UK VAT rules for software/SaaS companies
Last week our VAT (UK sales tax) registration came into effect. Unfortunately, the VAT rules were not drafted with international sales of software (as a service) in mind so we are faced with a relatively complex structure that must be applied to all our customers.
I spoke to our accountants to get an explanation of what we had to do and I present that below. Note that whilst this may help you understand what is necessary, it is tailored to our requirements and as such, should not be considered advice. Indeed, you should definitely speak to your own accountant to learn what you need to do. Tax is a very complex area and getting it wrong will result in fines.
I can recommend Complete Accounting Solutions as a company that knows the tech space very well.

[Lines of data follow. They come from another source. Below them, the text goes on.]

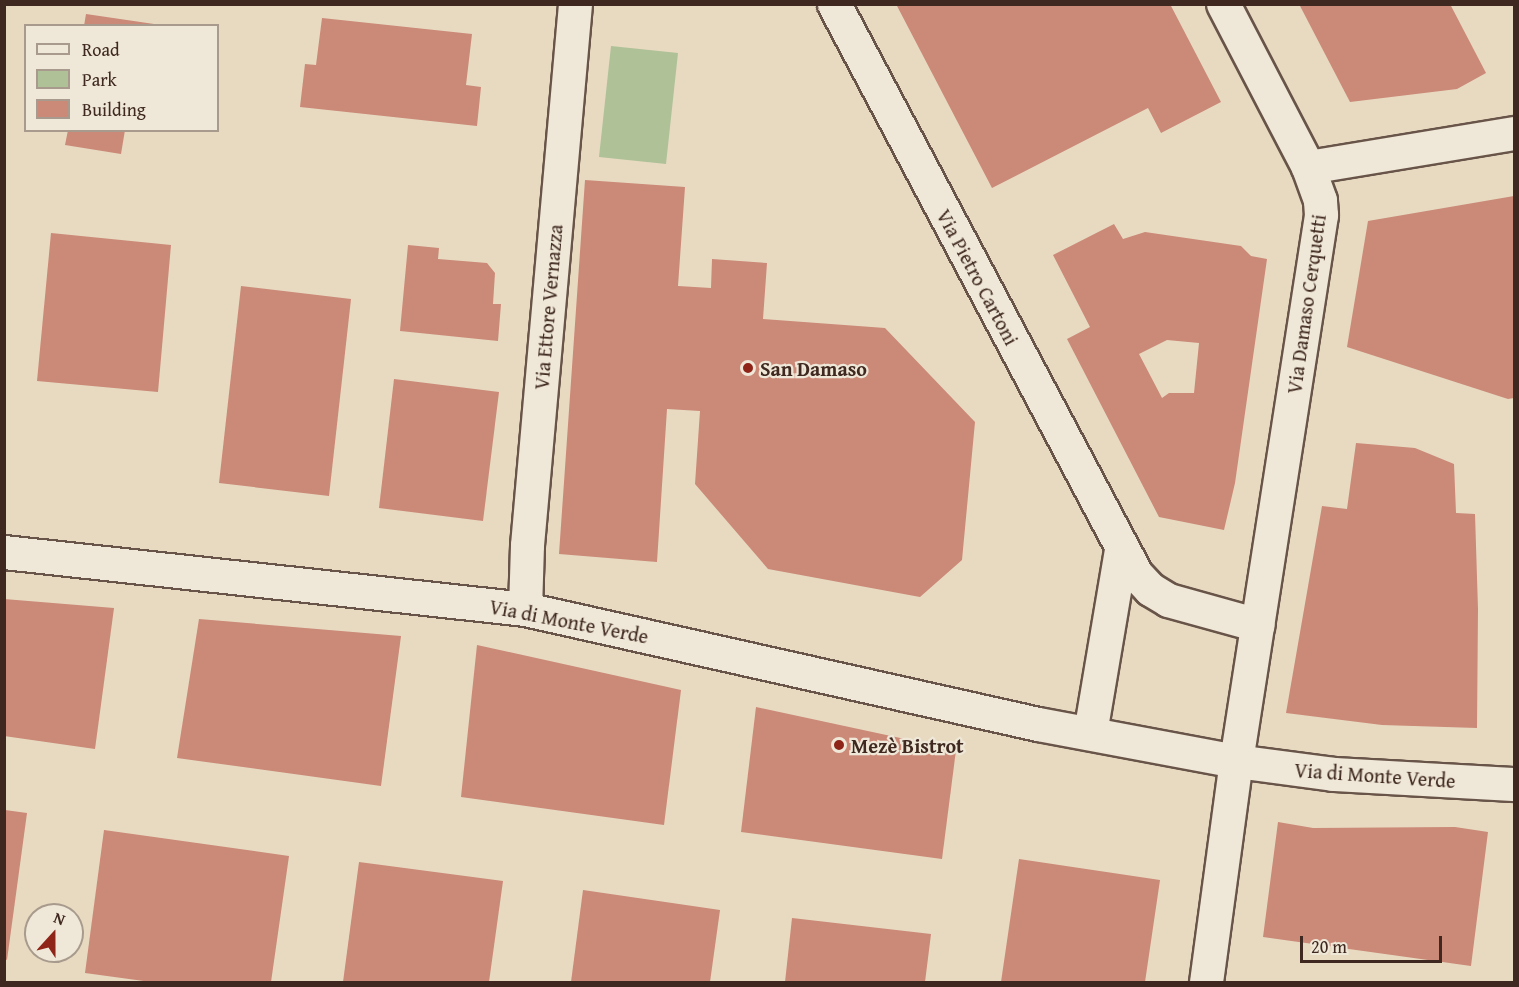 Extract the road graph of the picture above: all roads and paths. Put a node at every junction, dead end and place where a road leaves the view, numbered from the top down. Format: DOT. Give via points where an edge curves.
graph roads {
  1 [pos="575,4"];
  2 [pos="834,4"];
  3 [pos="1223,4"];
  4 [pos="1515,133"];
  5 [pos="1308,167"];
  6 [pos="1121,549"];
  7 [pos="4,552"];
  8 [pos="525,609"];
  9 [pos="1258,625"];
  10 [pos="1090,733"];
  11 [pos="1236,761"];
  12 [pos="1515,784"];
  13 [pos="1206,982"];
  1 -- 8 [label="street, Via Ettore Vernazza" via="527,545"];
  2 -- 6 [label="street, Via Pietro Cartoni"];
  3 -- 5 [label="street, Via Damaso Cerquetti"];
  4 -- 5 [label="street"];
  5 -- 9 [label="street, Via Damaso Cerquetti" via="1320,201 1320,229"];
  6 -- 9 [label="street, Via Pietro Cartoni" via="1150,589 1168,600"];
  6 -- 10 [label="street"];
  7 -- 8 [label="street, Via di Monte Verde"];
  8 -- 10 [label="street, Via di Monte Verde"];
  9 -- 11 [label="street, Via Damaso Cerquetti"];
  10 -- 11 [label="street, Via di Monte Verde"];
  11 -- 12 [label="street, Via di Monte Verde" via="1333,774"];
  11 -- 13 [label="street, Via Damaso Cerquetti"];
} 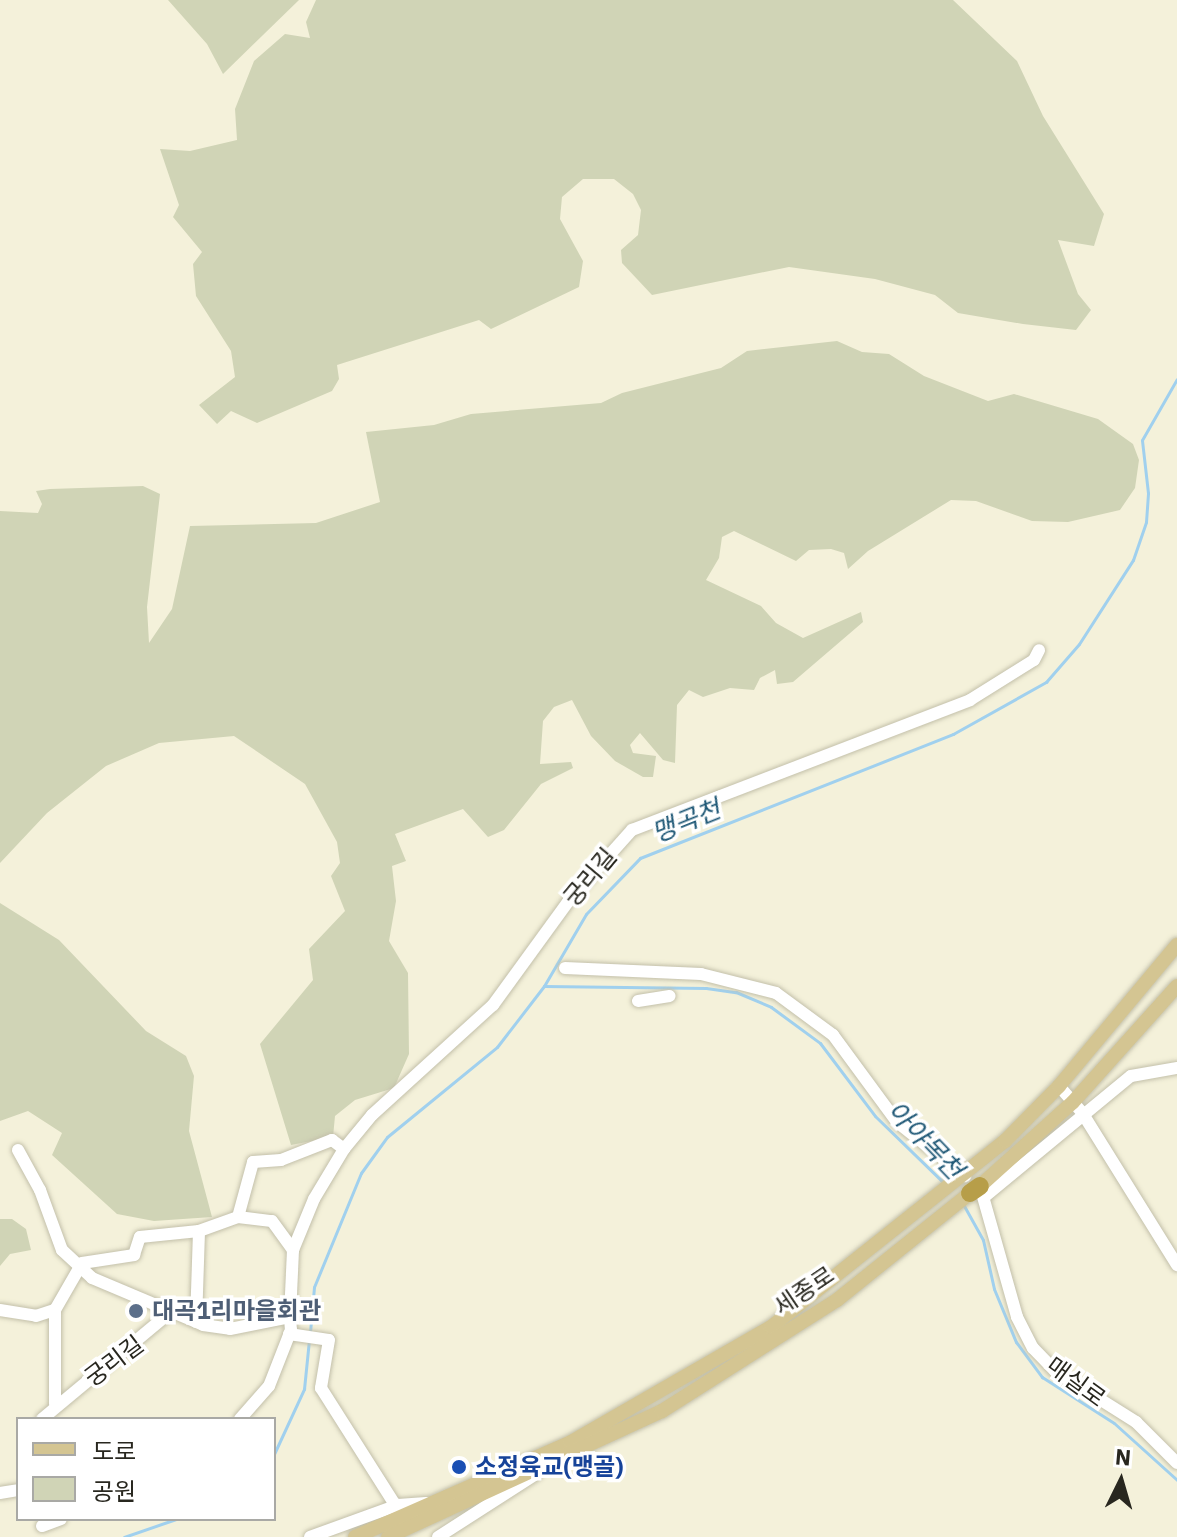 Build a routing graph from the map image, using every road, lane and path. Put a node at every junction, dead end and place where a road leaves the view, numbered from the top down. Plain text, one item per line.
1 (1039, 650) dead end
2 (1177, 945) edge
3 (1172, 962) edge
4 (565, 968) dead end
5 (662, 970) junction
6 (1177, 986) edge
7 (638, 1001) dead end
8 (1177, 1068) edge
9 (1059, 1086) junction
10 (1078, 1108) junction
11 (344, 1149) junction
12 (18, 1150) dead end
13 (971, 1187) junction
14 (238, 1217) junction
15 (199, 1231) junction
16 (293, 1250) junction
17 (82, 1263) junction
18 (1177, 1265) edge
19 (0, 1310) edge
20 (55, 1310) junction
21 (169, 1313) junction
22 (290, 1317) junction
23 (196, 1322) junction
24 (289, 1334) junction
25 (55, 1404) junction
26 (44, 1417) edge
27 (242, 1417) edge
28 (1177, 1463) edge
29 (547, 1466) junction
30 (441, 1502) junction
31 (396, 1506) junction
32 (440, 1536) edge
33 (310, 1537) edge
34 (355, 1537) edge
35 (388, 1537) edge

1 - 11 street, 궁리길
2 - 3 main road, 세종로
3 - 9 main road, 세종로
4 - 5 street
5 - 7 street
5 - 13 street
6 - 10 main road, 세종로
8 - 10 street
9 - 10 street
9 - 13 main road, 세종로
10 - 13 main road, 세종로
10 - 18 street
11 - 14 street
11 - 16 street, 궁리길
12 - 17 street, 궁리길
13 - 28 street, 매실로
13 - 29 main road, 세종로
13 - 30 main road, 세종로
14 - 15 street
14 - 16 street
15 - 17 street
15 - 23 street
16 - 22 street, 궁리길
17 - 20 street, 궁리길
17 - 21 street, 궁리길
19 - 20 street
20 - 25 street, 궁리길
21 - 23 street, 궁리길
21 - 25 street, 궁리길
22 - 23 street, 궁리길
22 - 24 street, 궁리길
24 - 27 street, 궁리길
24 - 31 street
25 - 26 street, 궁리길
29 - 32 street
29 - 35 main road, 세종로
30 - 31 street
30 - 34 main road, 세종로
31 - 33 street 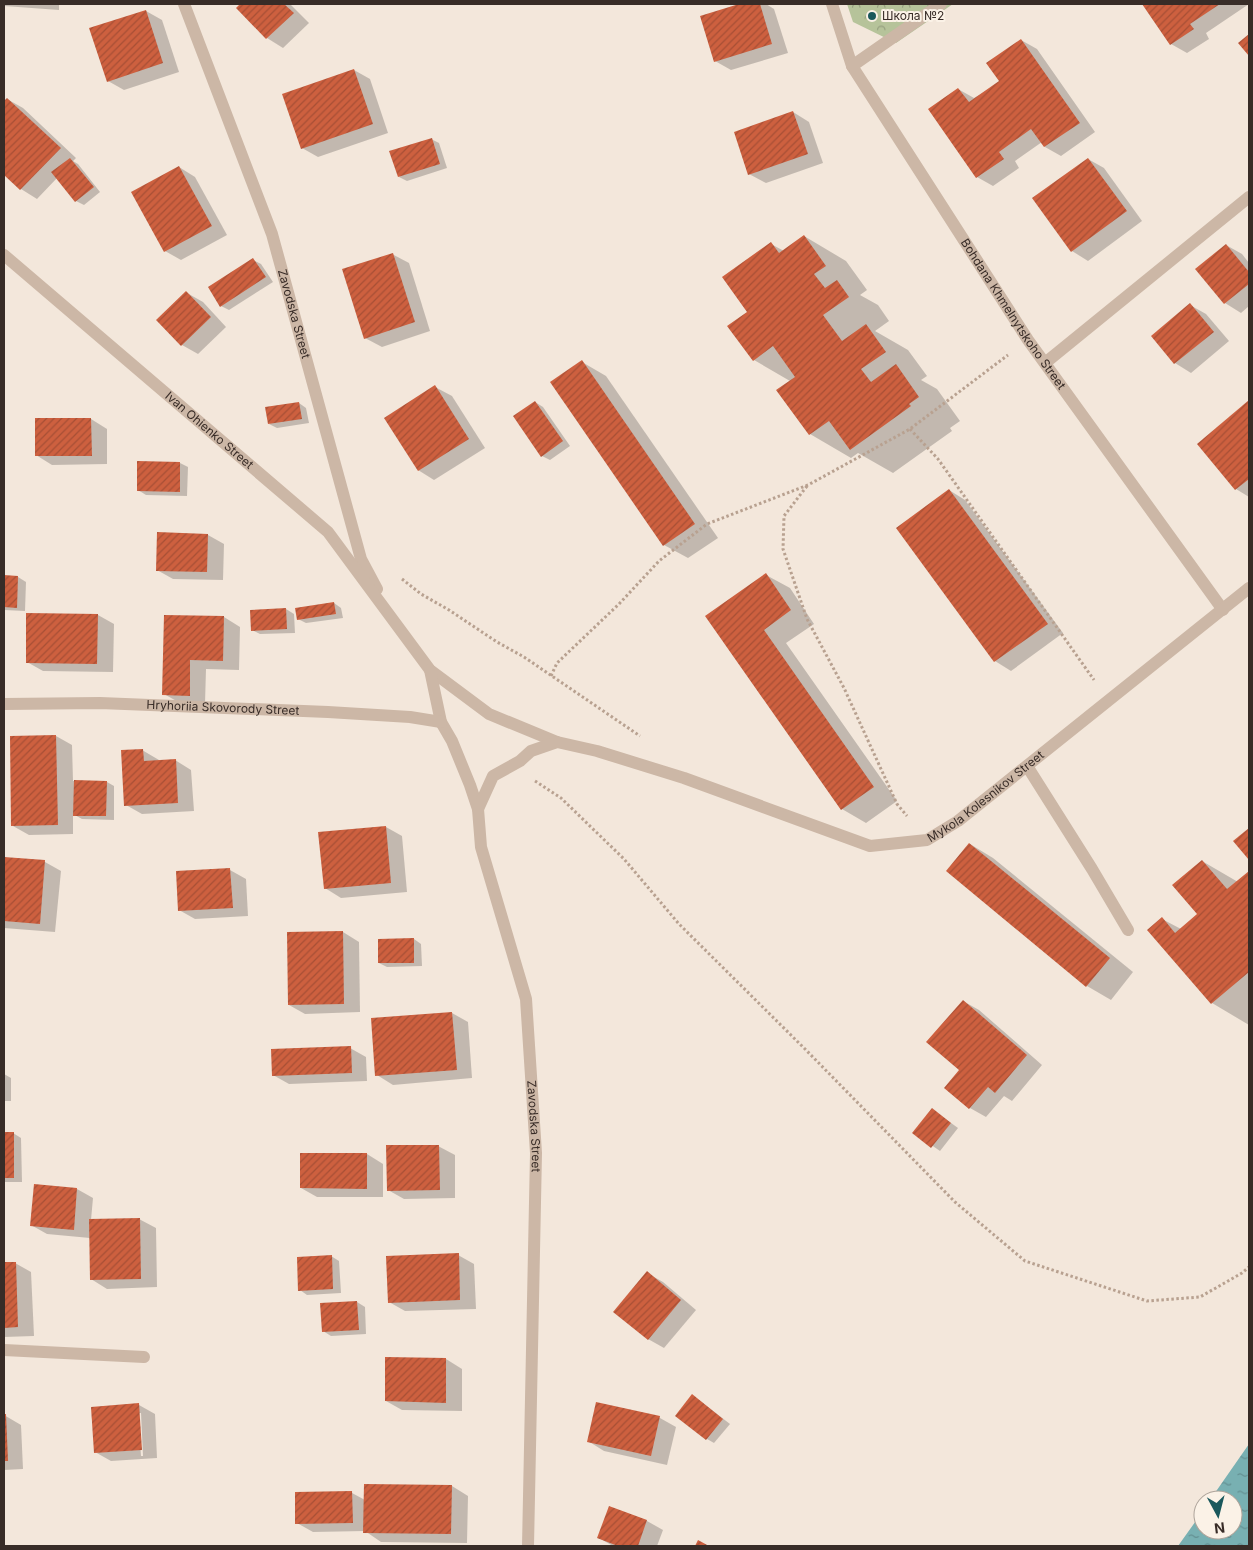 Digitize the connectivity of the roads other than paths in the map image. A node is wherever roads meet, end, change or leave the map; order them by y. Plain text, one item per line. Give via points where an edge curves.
1 (184, 4) edge
2 (832, 4) edge
3 (941, 4) edge
4 (852, 66) junction
5 (1249, 197) edge
6 (4, 255) edge
7 (1045, 363) junction
8 (1249, 588) edge
9 (1223, 610) junction
10 (396, 625) junction
11 (430, 670) junction
12 (4, 704) edge
13 (441, 722) junction
14 (557, 742) junction
15 (1027, 766) junction
16 (478, 808) junction
17 (1128, 930) dead end
18 (4, 1350) edge
19 (144, 1357) dead end
20 (528, 1546) edge

1 - 10 street, Zavodska Street via 272,234 361,558
2 - 4 street, Bohdana Khmelnytskoho Street
3 - 4 street
4 - 7 street, Bohdana Khmelnytskoho Street
5 - 7 street
6 - 10 street, Ivan Ohienko Street via 328,532
7 - 9 street, Bohdana Khmelnytskoho Street
8 - 9 street, Mykola Kolesnikov Street
9 - 15 street, Mykola Kolesnikov Street
10 - 11 street
11 - 13 street, Zavodska Street
11 - 14 street, Mykola Kolesnikov Street via 489,714
12 - 13 street, Hryhoriia Skovorody Street via 100,703 328,712
13 - 16 street, Zavodska Street via 452,741
14 - 15 street, Mykola Kolesnikov Street via 684,778 870,846 927,840
14 - 16 street via 532,751 493,776
15 - 17 street
16 - 20 street, Zavodska Street via 481,847 526,1000 536,1153
18 - 19 street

The relevant legislation is VAT Act 1994, specifically paragraphs 7C(a) and 7C(b) of Schedule 5 which deal with “Electronically supplied services”.
This provides that VAT must be added to invoices where the customer is:
- based in the UK
- based in the EEC and is not a business
Further, there is a “use and enjoyment” override which means that whilst customers outside the UK/EEC would not normally be charged VAT, if they “use and enjoy” the service in the UK or EEC then VAT must be added i.e. they use our server monitoring service, Server Density, on servers hosted in the UK/EEC.
For the second point, we have to be satisfied that the customer is a business in the EEC by collecting their company and/or VAT registration details. And we simply ask customers if they a are “using and enjoying” within the UK/EEC for the exception.
Taken from the HMRC website, the 27 EU countries are the UK, France, Belgium, Luxembourg, The Netherlands, Germany, Italy, The Irish Republic, Denmark, Greece, Portugal, Spain, Sweden, Finland, Austria, Malta, Estonia, Latvia, Lithuania, Poland, Czech Republic, Slovakia, Hungary, Slovenia, Cyprus, Bulgaria and Romania.